First and foremost, try to stay off the roads or if you cannot, avoid low-lying bridges, areas prone to flash floods or large pools of water in the road. Here are a few tips to keep in mind.
Driving in rain
- Turn on your headlights.
- Leave larger following distances so that you have more time to respond if something goes wrong.
- Aquaplaning (skidding) is one of the biggest risks in rainy weather.
- If you do aquaplane, slowly lift your foot off the accelerator.
- If you start to skid, do not slam on the brakes.
- Do not jerk your steering wheel in an attempt to guide the direction you want to go in, rather continue steering in the direction you want to go
- If the downpour becomes extreme and there is a safe place to pull over, and wait for it to subside.
Pools of water:
- Estimate the depth of the water. Avoid driving through water that comes to the middle of the tyre or higher.

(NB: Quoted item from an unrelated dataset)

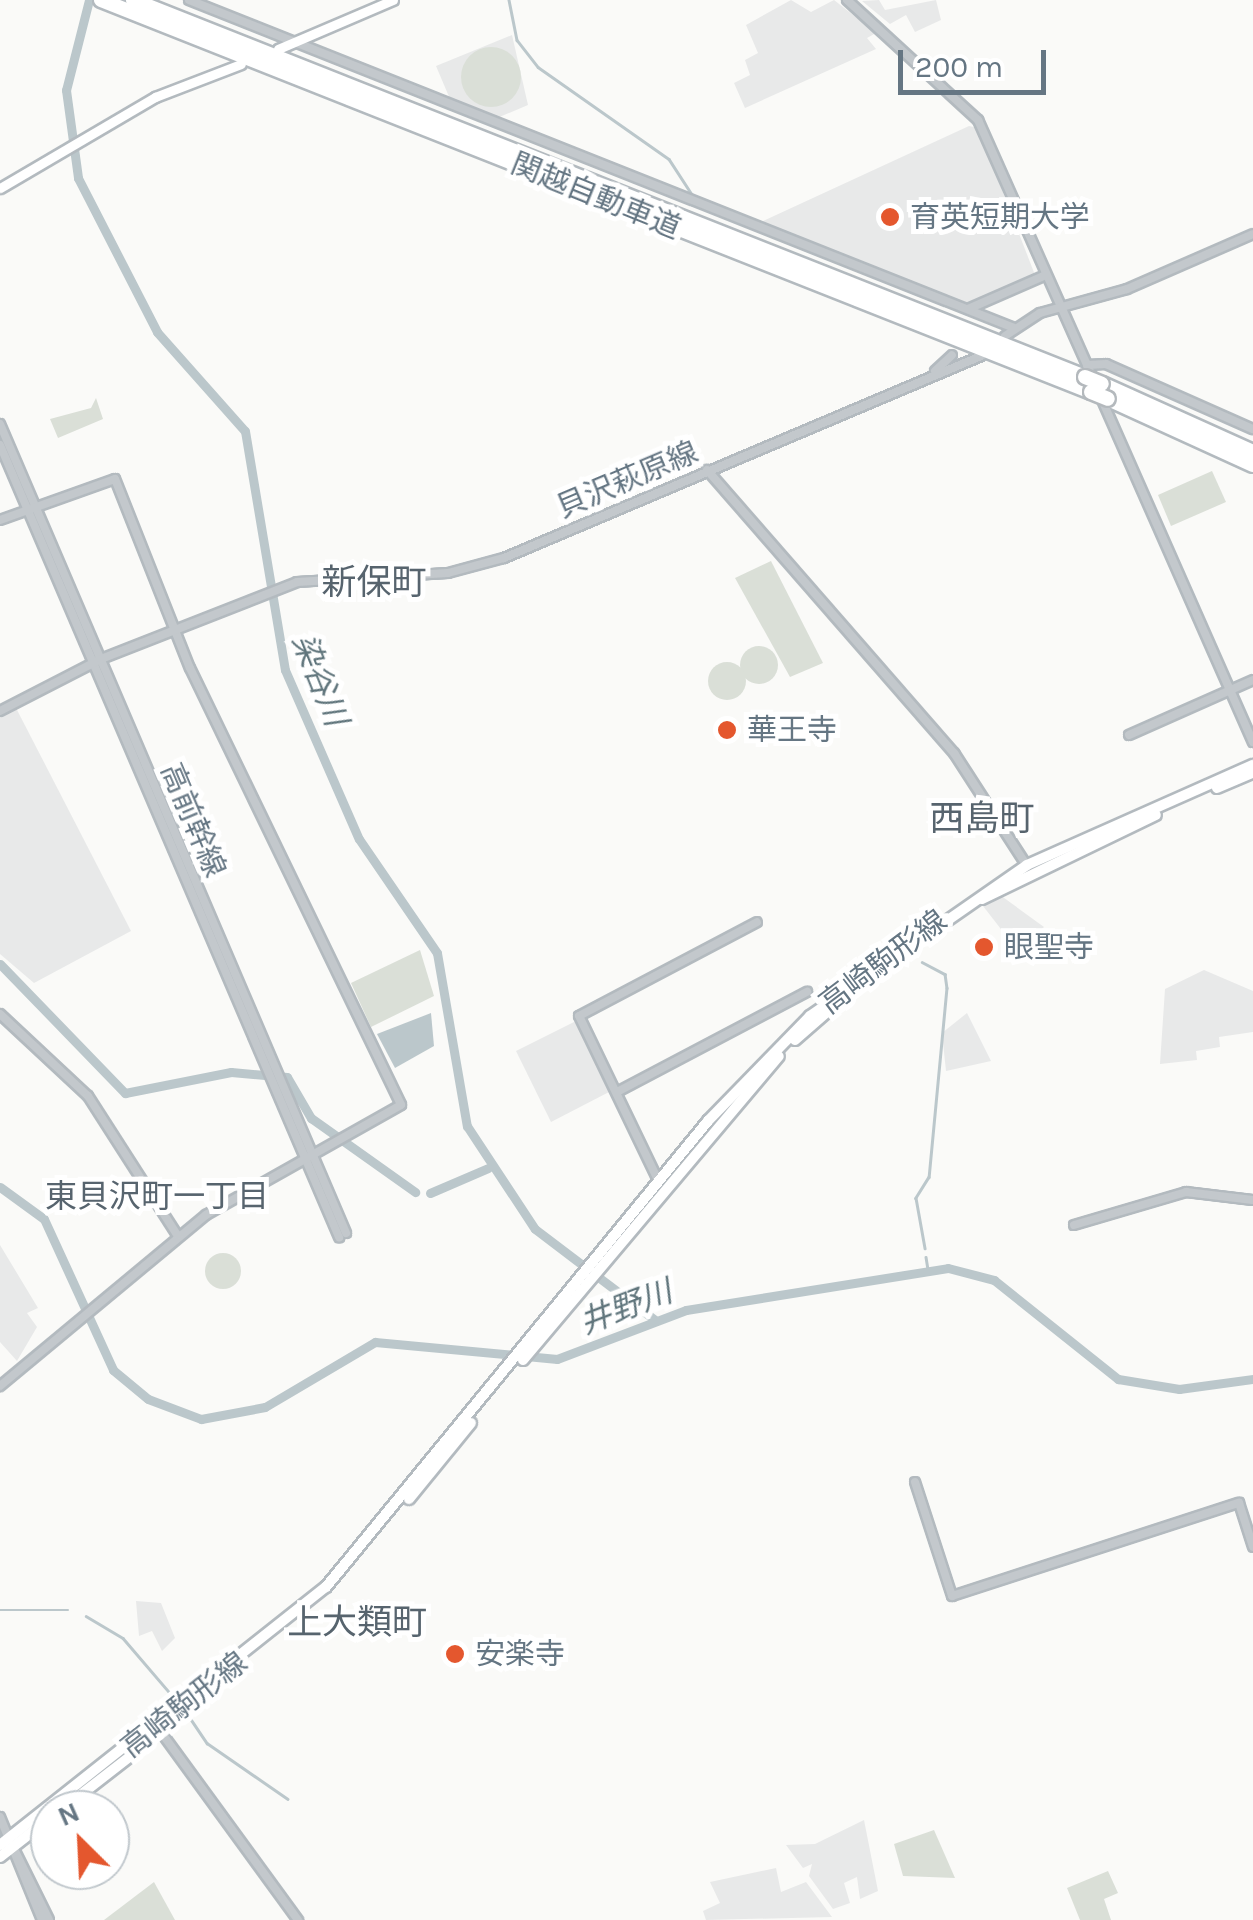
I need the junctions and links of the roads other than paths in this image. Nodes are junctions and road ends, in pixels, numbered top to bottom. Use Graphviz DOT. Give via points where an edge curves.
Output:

- Most drivers risk driving through a pool of water but roads that collect water are more vulnerable to collapse and it is easy to underestimate their depth.
- Where possible, drive in the middle of a road where the water is at its lowest.
- Be prepared for off spray from passing cars which can be blinding.
- Never drive through fast flowing water as it is very difficult to judge its depth.
- If you are caught in fast-flowing water unexpectedly, drive slowly and steadily through while in first or second gear.
- Once you are through the water, lightly touch your brake a few times to dry them off.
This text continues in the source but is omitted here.